Saturday, July 21, 2012

PICKET: Colo. shooting shows failure in treatment of mentally ill

The horrible massacre that happened at the Century 16 Cineplex in Aurora, Colorado has set off the debate between second amendment and gun control activists. According to reports, the suspected gunman, 24-year old James Holmes, allegedly shot 71 people at the midnight showing of The Dark Knight Rises at the Aurora theater.
Twelve people were killed and 59 were treated for injuries. With red dyed hair, Mr. Holmes was described as wearing a ballistics outfit and gas mask. According to reports, Mr. Holmes referred to himself as "the Joker" the same name of the Batman comic book villain. Mr. Holmes also told police that his residence was booby-trapped.

ABC News reports:
A California woman who identified herself as the mother of James Holmes, the 24-year-old man federal authorities said is the suspect in a mass shooting in an Aurora, Colorado movie theater, told ABC News her son was likely the alleged culprit, saying, "You have the right person."
The woman, contacted at her home in San Diego, spoke briefly with ABC News and immediately expressed concern her son may be involved in the shooting death of at least 12 people overnight.
"You have the right person," she said, apparently speaking on gut instinct. "I need to call the police... I need to fly out to Colorado."

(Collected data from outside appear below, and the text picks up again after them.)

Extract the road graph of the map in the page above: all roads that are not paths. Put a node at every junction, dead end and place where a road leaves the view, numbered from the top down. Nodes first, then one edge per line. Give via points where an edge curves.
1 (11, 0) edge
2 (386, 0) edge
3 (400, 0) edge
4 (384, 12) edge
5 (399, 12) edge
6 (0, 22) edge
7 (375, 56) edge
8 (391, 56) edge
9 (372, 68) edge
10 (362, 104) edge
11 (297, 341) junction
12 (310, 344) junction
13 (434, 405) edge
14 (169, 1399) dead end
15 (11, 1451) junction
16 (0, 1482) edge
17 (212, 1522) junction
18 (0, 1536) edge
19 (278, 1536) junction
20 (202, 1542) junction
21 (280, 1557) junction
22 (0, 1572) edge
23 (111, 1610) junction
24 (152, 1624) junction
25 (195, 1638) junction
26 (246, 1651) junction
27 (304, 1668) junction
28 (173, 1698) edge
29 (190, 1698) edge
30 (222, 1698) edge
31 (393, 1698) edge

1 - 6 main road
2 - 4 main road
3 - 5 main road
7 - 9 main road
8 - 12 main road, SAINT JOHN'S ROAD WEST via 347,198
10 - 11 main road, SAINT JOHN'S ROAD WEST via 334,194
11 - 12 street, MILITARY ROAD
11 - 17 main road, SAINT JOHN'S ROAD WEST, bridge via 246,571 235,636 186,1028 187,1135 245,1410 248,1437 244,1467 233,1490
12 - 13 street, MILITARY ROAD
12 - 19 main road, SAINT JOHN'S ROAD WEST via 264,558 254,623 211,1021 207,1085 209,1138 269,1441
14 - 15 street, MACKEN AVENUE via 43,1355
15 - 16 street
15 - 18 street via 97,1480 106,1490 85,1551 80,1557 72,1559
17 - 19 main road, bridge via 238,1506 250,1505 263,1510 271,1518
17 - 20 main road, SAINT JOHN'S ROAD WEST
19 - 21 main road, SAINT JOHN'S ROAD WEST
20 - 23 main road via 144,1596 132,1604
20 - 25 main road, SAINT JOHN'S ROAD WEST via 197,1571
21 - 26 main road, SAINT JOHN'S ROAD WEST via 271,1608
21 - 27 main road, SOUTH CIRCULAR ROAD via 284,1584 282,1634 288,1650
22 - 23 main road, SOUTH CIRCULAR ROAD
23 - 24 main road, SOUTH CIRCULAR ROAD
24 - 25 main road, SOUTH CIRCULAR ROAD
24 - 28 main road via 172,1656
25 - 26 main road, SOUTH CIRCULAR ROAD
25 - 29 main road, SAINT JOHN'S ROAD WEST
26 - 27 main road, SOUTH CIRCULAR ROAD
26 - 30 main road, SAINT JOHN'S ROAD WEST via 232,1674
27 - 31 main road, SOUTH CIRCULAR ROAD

Mental illness is already at the center of attention in this particular shooting. Holmes reportedly purchased his weapons legally and many are wondering how it is possible that Holmes could do that if he has a mental illness. As I wrote in January of 2011 following the shooting in Tuscon, Arizona, FBI background checks do not include mental illness issues of individuals:
Jared Lee Loughner, the alleged gunman who critically wounded among others Arizona Democratic Congresswoman Gabrielle Giffords and killed six, including: Gifford’s aide, a federal judge, and a nine-year old girl has been described as a mentally ill individual who is a drug user. 

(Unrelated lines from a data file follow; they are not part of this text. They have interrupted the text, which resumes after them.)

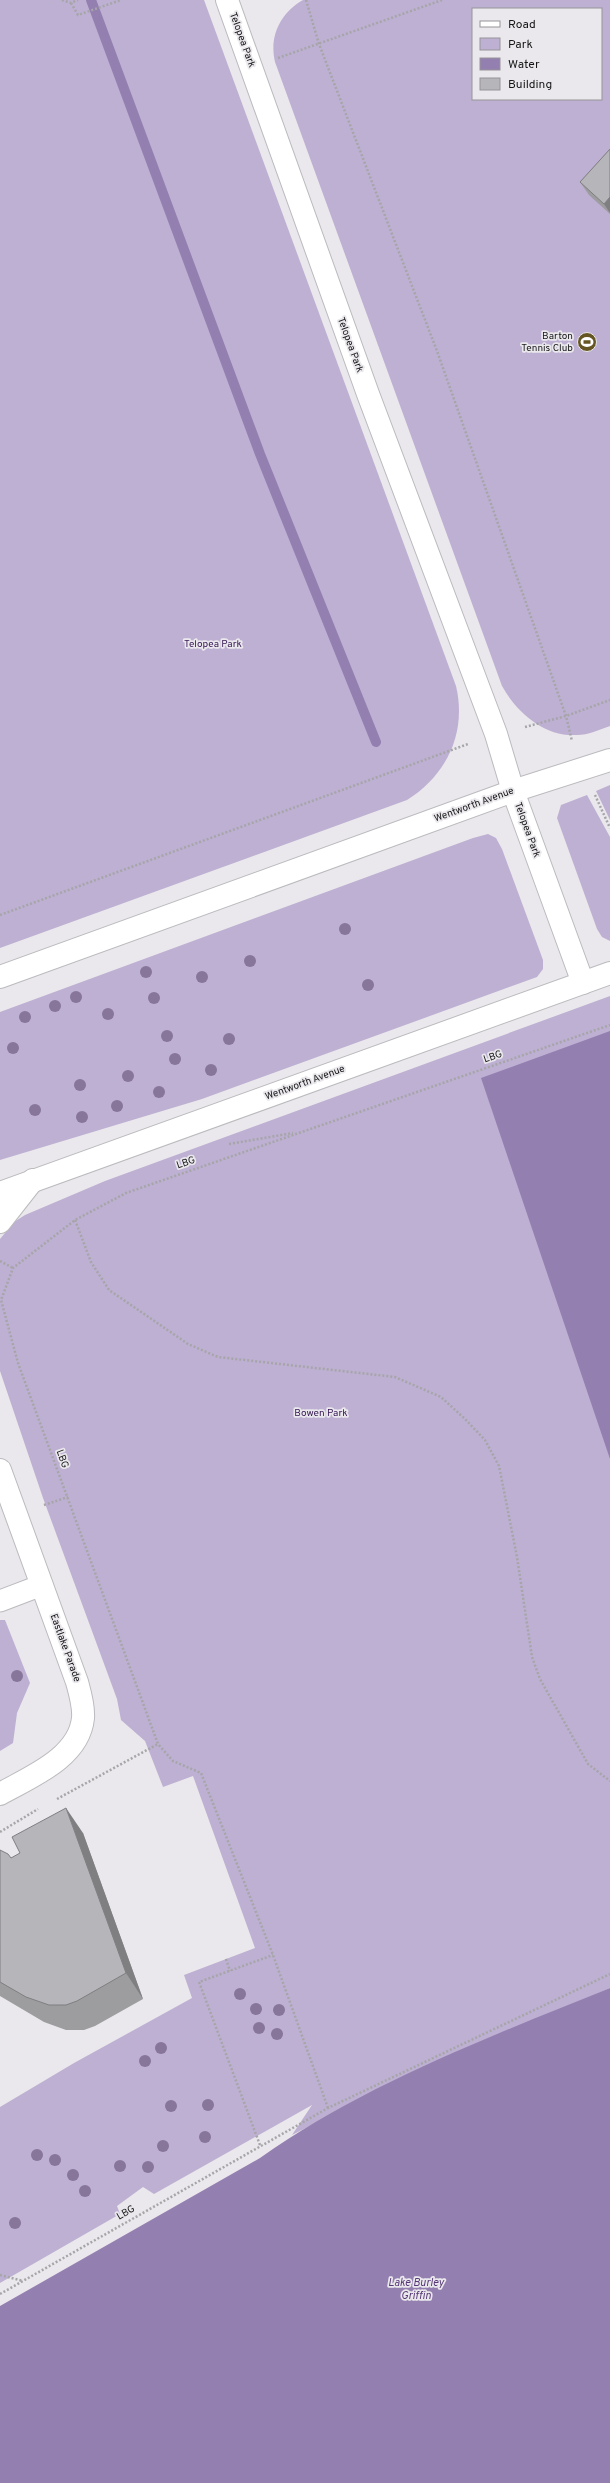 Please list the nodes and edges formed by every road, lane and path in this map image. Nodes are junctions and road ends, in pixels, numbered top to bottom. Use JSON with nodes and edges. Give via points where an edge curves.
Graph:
{"nodes":[{"id":1,"x":62,"y":0,"type":"edge"},
{"id":2,"x":78,"y":0,"type":"edge"},
{"id":3,"x":121,"y":0,"type":"edge"},
{"id":4,"x":227,"y":0,"type":"edge"},
{"id":5,"x":306,"y":0,"type":"edge"},
{"id":6,"x":442,"y":0,"type":"edge"},
{"id":7,"x":71,"y":3,"type":"junction"},
{"id":8,"x":319,"y":44,"type":"junction"},
{"id":9,"x":251,"y":68,"type":"junction"},
{"id":10,"x":610,"y":700,"type":"edge"},
{"id":11,"x":566,"y":716,"type":"junction"},
{"id":12,"x":496,"y":734,"type":"junction"},
{"id":13,"x":570,"y":735,"type":"dead end"},
{"id":14,"x":610,"y":760,"type":"edge"},
{"id":15,"x":513,"y":791,"type":"junction"},
{"id":16,"x":594,"y":793,"type":"dead end"},
{"id":17,"x":610,"y":828,"type":"edge"},
{"id":18,"x":0,"y":915,"type":"edge"},
{"id":19,"x":610,"y":973,"type":"edge"},
{"id":20,"x":0,"y":977,"type":"edge"},
{"id":21,"x":583,"y":982,"type":"junction"},
{"id":22,"x":610,"y":1025,"type":"edge"},
{"id":23,"x":33,"y":1180,"type":"junction"},
{"id":24,"x":0,"y":1193,"type":"edge"},
{"id":25,"x":75,"y":1220,"type":"junction"},
{"id":26,"x":0,"y":1222,"type":"edge"},
{"id":27,"x":0,"y":1261,"type":"edge"},
{"id":28,"x":12,"y":1268,"type":"junction"},
{"id":29,"x":0,"y":1470,"type":"edge"},
{"id":30,"x":68,"y":1497,"type":"junction"},
{"id":31,"x":46,"y":1505,"type":"dead end"},
{"id":32,"x":42,"y":1585,"type":"junction"},
{"id":33,"x":0,"y":1601,"type":"edge"},
{"id":34,"x":158,"y":1744,"type":"junction"},
{"id":35,"x":610,"y":1781,"type":"edge"},
{"id":36,"x":0,"y":1794,"type":"edge"},
{"id":37,"x":52,"y":1802,"type":"dead end"},
{"id":38,"x":46,"y":1805,"type":"dead end"},
{"id":39,"x":0,"y":1832,"type":"edge"},
{"id":40,"x":274,"y":1956,"type":"junction"},
{"id":41,"x":226,"y":1959,"type":"dead end"},
{"id":42,"x":230,"y":1970,"type":"junction"},
{"id":43,"x":610,"y":1974,"type":"edge"},
{"id":44,"x":328,"y":2108,"type":"junction"},
{"id":45,"x":260,"y":2146,"type":"junction"},
{"id":46,"x":0,"y":2276,"type":"edge"},
{"id":47,"x":23,"y":2281,"type":"junction"},
{"id":48,"x":0,"y":2294,"type":"edge"}],
"edges":[{"from":1,"to":7,"type":"path"},
{"from":2,"to":7,"type":"path"},
{"from":3,"to":7,"type":"path","via":[[78,15]]},
{"from":4,"to":9,"type":"main road","name":"Telopea Park"},
{"from":5,"to":8,"type":"path"},
{"from":6,"to":8,"type":"path"},
{"from":8,"to":9,"type":"path"},
{"from":8,"to":11,"type":"path","via":[[437,351]]},
{"from":9,"to":12,"type":"main road","name":"Telopea Park","via":[[368,394]]},
{"from":10,"to":11,"type":"path"},
{"from":11,"to":12,"type":"path"},
{"from":11,"to":13,"type":"path"},
{"from":12,"to":15,"type":"main road","name":"Telopea Park"},
{"from":12,"to":18,"type":"path"},
{"from":14,"to":15,"type":"main road","name":"Wentworth Avenue"},
{"from":15,"to":20,"type":"main road","name":"Wentworth Avenue"},
{"from":15,"to":21,"type":"main road","name":"Telopea Park"},
{"from":16,"to":17,"type":"path"},
{"from":19,"to":21,"type":"main road","name":"Wentworth Avenue"},
{"from":21,"to":23,"type":"main road","name":"Wentworth Avenue"},
{"from":22,"to":25,"type":"path","name":"LBG","via":[[126,1193]]},
{"from":23,"to":24,"type":"main road","name":"Wentworth Avenue"},
{"from":23,"to":26,"type":"main road"},
{"from":25,"to":28,"type":"path","name":"LBG"},
{"from":25,"to":35,"type":"path","via":[[91,1262],[109,1290],[188,1344],[218,1356],[395,1377],[440,1397],[485,1440],[499,1466],[517,1557],[532,1657],[540,1679],[588,1764]]},
{"from":27,"to":28,"type":"path"},
{"from":28,"to":30,"type":"path","name":"LBG","via":[[1,1300],[18,1363]]},
{"from":29,"to":32,"type":"main road","name":"Eastlake Parade"},
{"from":30,"to":31,"type":"path"},
{"from":30,"to":34,"type":"path","name":"LBG"},
{"from":32,"to":33,"type":"lane"},
{"from":32,"to":36,"type":"main road","name":"Eastlake Parade","via":[[77,1682],[83,1711],[82,1722],[78,1735],[58,1759]]},
{"from":34,"to":37,"type":"path"},
{"from":34,"to":40,"type":"path","via":[[173,1761],[201,1773]]},
{"from":38,"to":39,"type":"path"},
{"from":40,"to":42,"type":"path"},
{"from":40,"to":44,"type":"path"},
{"from":41,"to":42,"type":"path"},
{"from":42,"to":45,"type":"path","via":[[199,1982]]},
{"from":43,"to":44,"type":"path","name":"LBG"},
{"from":44,"to":45,"type":"path","name":"LBG"},
{"from":45,"to":47,"type":"path","name":"LBG"},
{"from":46,"to":47,"type":"path"},
{"from":47,"to":48,"type":"path","name":"LBG"}]}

Despite the fact that Mr. Loughner’s community college suspected he had mental illness issues, he was able to purchase a 9 mm weapon. Many wonder why someone like Jared Loughner’s mental illness information did not appear in the FBI background check the store used at the time Mr. Loughner purchased his weapon. 
Unfortunately, liberal legislation makes it difficult to document such cases like Mr. Loughner easily, so even if Arizona submitted all of it’s mental illness cases to the federal government to be included in instant FBI background checks, someone like Mr. Loughner would still fall through the cracks.

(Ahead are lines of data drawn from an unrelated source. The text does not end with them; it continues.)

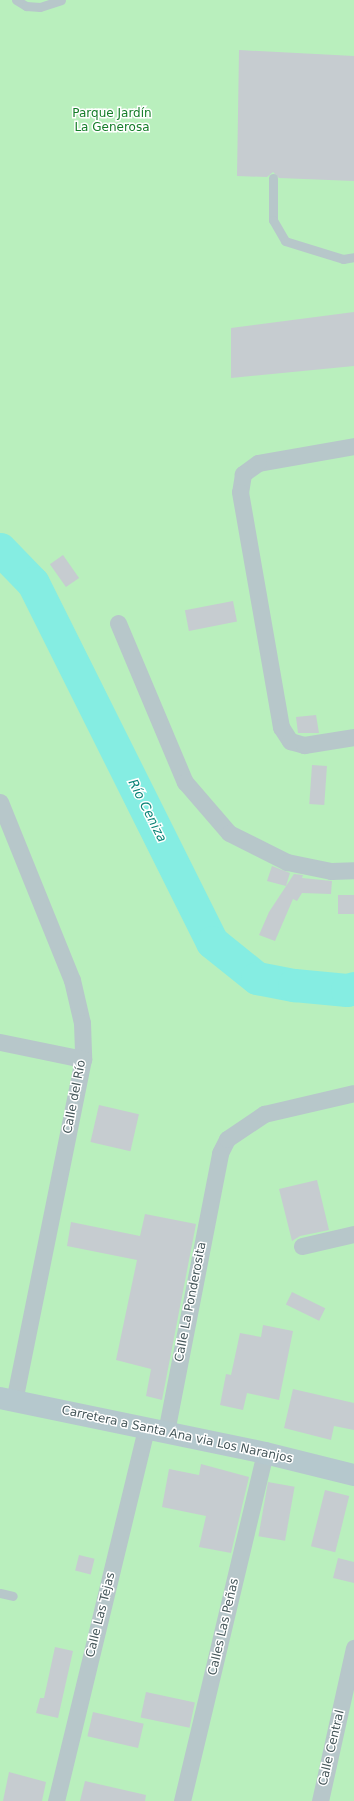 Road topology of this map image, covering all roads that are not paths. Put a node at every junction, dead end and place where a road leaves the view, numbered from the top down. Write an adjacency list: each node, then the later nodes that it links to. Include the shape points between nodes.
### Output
1 (16, 0): 2 (lane, via 26,6 40,7)
2 (61, 0)
3 (273, 178): 4 (lane, via 273,220 285,241 343,259)
4 (354, 257)
5 (354, 446): 7 (street, via 258,463 243,474 240,492 281,727 290,741 304,745)
6 (118, 623): 9 (street, via 185,782 229,833 287,862 332,871)
7 (354, 737)
8 (0, 802): 11 (street, Calle del Río, via 72,980 82,1023)
9 (354, 870)
10 (0, 1042): 11 (street)
11 (83, 1059): 15 (street, Calle del Río)
12 (354, 1093): 16 (street, Calle La Ponderosita, via 264,1114 227,1139 220,1153)
13 (354, 1234): 14 (street)
14 (302, 1246)
15 (7, 1400): 16 (main road, Carretera a Santa Ana via Los Naranjos)
16 (156, 1430): 17 (main road, Carretera a Santa Ana via Los Naranjos); 22 (street, Calle Las Tejas)
17 (265, 1453): 18 (main road, Carretera a Santa Ana via Los Naranjos); 23 (street, Calles Las Peñas)
18 (354, 1475)
19 (0, 1593): 20 (lane)
20 (13, 1596)
21 (354, 1648): 24 (street, Calle Central)
22 (56, 1801)
23 (182, 1801)
24 (320, 1801) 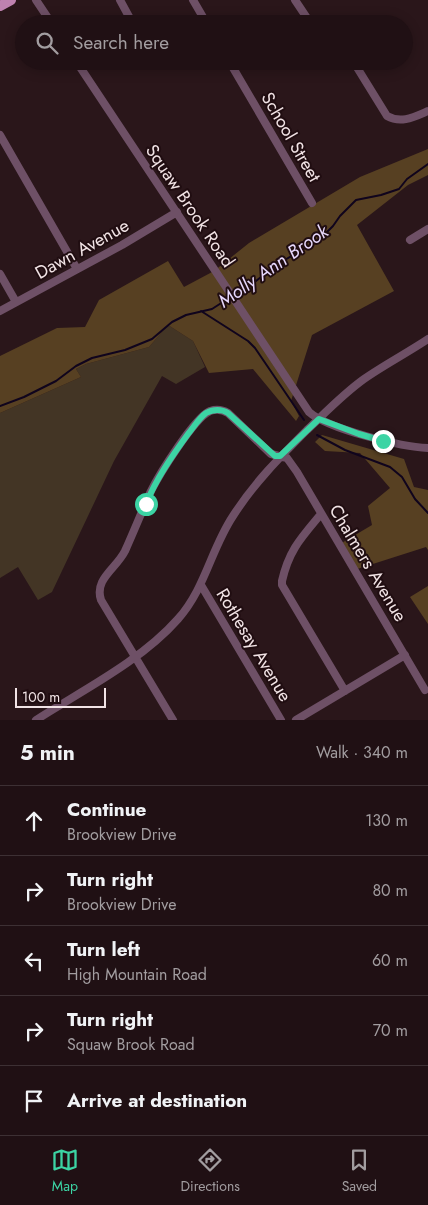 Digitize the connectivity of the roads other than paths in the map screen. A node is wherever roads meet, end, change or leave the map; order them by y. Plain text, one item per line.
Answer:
1 (11, 0) edge
2 (36, 0) edge
3 (120, 0) edge
4 (193, 0) edge
5 (295, 0) edge
6 (0, 6) edge
7 (46, 15) edge
8 (128, 15) edge
9 (202, 15) edge
10 (305, 15) edge
11 (82, 70) edge
12 (234, 70) edge
13 (359, 70) edge
14 (428, 111) edge
15 (0, 135) edge
16 (312, 202) dead end
17 (177, 212) junction
18 (428, 229) edge
19 (410, 240) dead end
20 (77, 269) junction
21 (0, 274) edge
22 (16, 302) junction
23 (0, 311) edge
24 (428, 339) edge
25 (319, 419) junction
26 (428, 448) edge
27 (280, 456) junction
28 (322, 514) junction
29 (201, 585) junction
30 (405, 655) junction
31 (135, 657) junction
32 (425, 690) dead end
33 (345, 691) junction
34 (36, 720) edge
35 (173, 720) edge
36 (281, 720) edge
37 (296, 720) edge

1 - 6 main road
2 - 7 street
3 - 8 street
4 - 9 street
5 - 10 street
11 - 17 street, Squaw Brook Road
12 - 16 street, School Street
13 - 14 street
15 - 20 street
17 - 20 street, Dawn Avenue
17 - 25 street, Squaw Brook Road
18 - 19 street
20 - 22 street, Dawn Avenue
21 - 22 street
22 - 23 street, Dawn Avenue
24 - 25 street
25 - 26 street, Squaw Brook Road
25 - 27 street
27 - 28 street, Chalmers Avenue
27 - 29 street
27 - 31 street, Chalmers Avenue
28 - 30 street, Chalmers Avenue
28 - 33 street
29 - 31 street
29 - 36 street, Rothesay Avenue
30 - 32 street, Chalmers Avenue
30 - 33 street
31 - 34 street
31 - 35 street
33 - 37 street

Essentially, the mentally ill person needs to first cooperate with law enforcement, the courts, and the hospitals before any record of his illness ever becomes documented. Mr. Loughner was not even close to that point yet. So while Arizona had only submitted 4,465 mental illness cases for gun disqualification to the federal government in almost three years, Mr. Loughner was never documented as being mentally ill by authorities yet anyway, despite suspicions from college classmates and officials.
In 2007, ABC News reports, "A court found that Virginia Tech killer Seung-Hui Cho was 'mentally ill' and potentially dangerous. Then it let him go." According to ABC News:
In December 2005 -- more than a year before Monday's mass shootings -- a district court in Montgomery County, Va., ruled that Cho presented "an imminent danger to self or others." That was the necessary criterion for a detention order, so that Cho, who had been accused of stalking by two female schoolmates, could be evaluated by a state doctor and ordered to undergo outpatient care.
According to the "Temporary Detention Order" obtained by ABC News, psychologist Roy Crouse found Cho's "affect is flat and mood is depressed.
"He denies suicidal ideation. He does not acknowledge symptoms of a thought disorder," Dr. Crouse wrote. "His insight and judgment are normal."
Getting a mentally ill individual who is also a danger to themselves and others into some kind of treatment can also be difficult.
According to Treatment Advocacy Center: (bolding is mine)
Colorado, like every state, has its own civil commitment laws that establish criteria for determining when court-ordered treatment is appropriate for individuals with severe mental illness who are too ill to seek care voluntarily. The state authorizes both inpatient (hospital) and outpatient (community) treatment, which is known in Colorado as "court-ordered outpatient treatment."  It is one of the 27 states whose involuntary treatment standard is based on a person’s “need for treatment” rather than only the person’s likelihood of being dangerous to self or others.  
Perhaps the focus should be more about the U.S. health and legal systems' treatment of the mentally ill as opposed to creating yet another gun control law for everybody.